People who don't actively trade markets (e.g., academics, journalists, most lay people) are constantly inventing theories attempting to explain bubbles and other unusual price behaviors.
The simple truth is that economies are not physical systems. They represent the simultaneous collective wisdom – or lack thereof – of millions of individual human beings. So they are often neither rational nor random. But this does not mean that some other method of allocating scarce resources (e.g., centralized planning) could ever produce a superior outcome.
McArdle is talking about the spectacular number of unprofitable start-ups there are out there.
Ten years ago, companies that were losing money hand over fist managed massive IPOs, vaporizing billions of investor dollars on nerfball courts and websites that gave stuff away for free. Then the bubble crashed. We got wiser. Investors started asking for proof that you were at least close to turning a profit.Here is the observation which I believe remains true today.
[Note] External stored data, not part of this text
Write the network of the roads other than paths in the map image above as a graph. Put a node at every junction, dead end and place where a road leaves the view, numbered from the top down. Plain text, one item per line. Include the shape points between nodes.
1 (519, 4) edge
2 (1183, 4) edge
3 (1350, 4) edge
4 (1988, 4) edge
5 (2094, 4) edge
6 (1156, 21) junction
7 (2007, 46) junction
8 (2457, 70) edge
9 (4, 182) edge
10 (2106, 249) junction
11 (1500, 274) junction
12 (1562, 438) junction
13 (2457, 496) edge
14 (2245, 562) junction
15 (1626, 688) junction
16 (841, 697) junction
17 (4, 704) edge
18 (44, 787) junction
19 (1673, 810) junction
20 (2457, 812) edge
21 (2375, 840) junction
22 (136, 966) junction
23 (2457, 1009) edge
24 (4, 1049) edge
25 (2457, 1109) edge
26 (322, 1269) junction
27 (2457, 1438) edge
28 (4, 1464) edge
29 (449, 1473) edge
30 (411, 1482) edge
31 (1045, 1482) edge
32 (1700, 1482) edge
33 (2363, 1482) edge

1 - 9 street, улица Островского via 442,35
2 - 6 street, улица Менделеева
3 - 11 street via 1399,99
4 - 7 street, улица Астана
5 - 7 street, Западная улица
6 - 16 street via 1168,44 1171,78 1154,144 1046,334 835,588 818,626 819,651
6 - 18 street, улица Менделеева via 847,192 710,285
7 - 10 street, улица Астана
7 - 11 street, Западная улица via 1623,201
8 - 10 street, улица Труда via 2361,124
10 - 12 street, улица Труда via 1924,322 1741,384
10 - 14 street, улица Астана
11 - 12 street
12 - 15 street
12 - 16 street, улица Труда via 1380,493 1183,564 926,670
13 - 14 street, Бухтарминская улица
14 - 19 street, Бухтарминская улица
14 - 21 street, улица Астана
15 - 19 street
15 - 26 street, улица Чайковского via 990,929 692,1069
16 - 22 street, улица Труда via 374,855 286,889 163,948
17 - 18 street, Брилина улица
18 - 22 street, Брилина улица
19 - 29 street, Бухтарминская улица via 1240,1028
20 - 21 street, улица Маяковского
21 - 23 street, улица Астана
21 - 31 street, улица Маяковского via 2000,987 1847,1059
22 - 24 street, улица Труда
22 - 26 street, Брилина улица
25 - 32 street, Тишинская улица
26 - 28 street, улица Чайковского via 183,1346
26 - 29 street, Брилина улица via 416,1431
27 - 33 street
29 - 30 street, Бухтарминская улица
That was then. This is now, according to a Wall Street Journal report that cited an assessment by Jay Ritter, a finance professor at the University of Florida. The article says that two-thirds of U.S.-listed tech debuts in 2013 lost money:
One of the explanations for the financial crisis, which I find convincing at least as a contributing factor, is what Federal Reserve Chairman Ben Bernanke called the "Global Savings Glut." Too much money was chasing high-return assets, and when that money couldn't find actual high-return assets, it created them by blowing bubbles.
For the past 15 years, we have blown bubble after bubble, as excess savings chased too few investment opportunities. As the global population ages, this is probably going to get worse, not better. Individuals and pension managers are going to be desperately looking for financial assets that will let them retire for decades even as the ratio of workers to retirees shrinks.
Many of the recent high-flying IPOs have been disasters for their investors, notably Zynga and Groupon, whose business models seemed to collapse not long after they got investors to buy in. But I'm not sure how much that matters. Desperate investors have to put their money somewhere, even if they can't find anywhere good.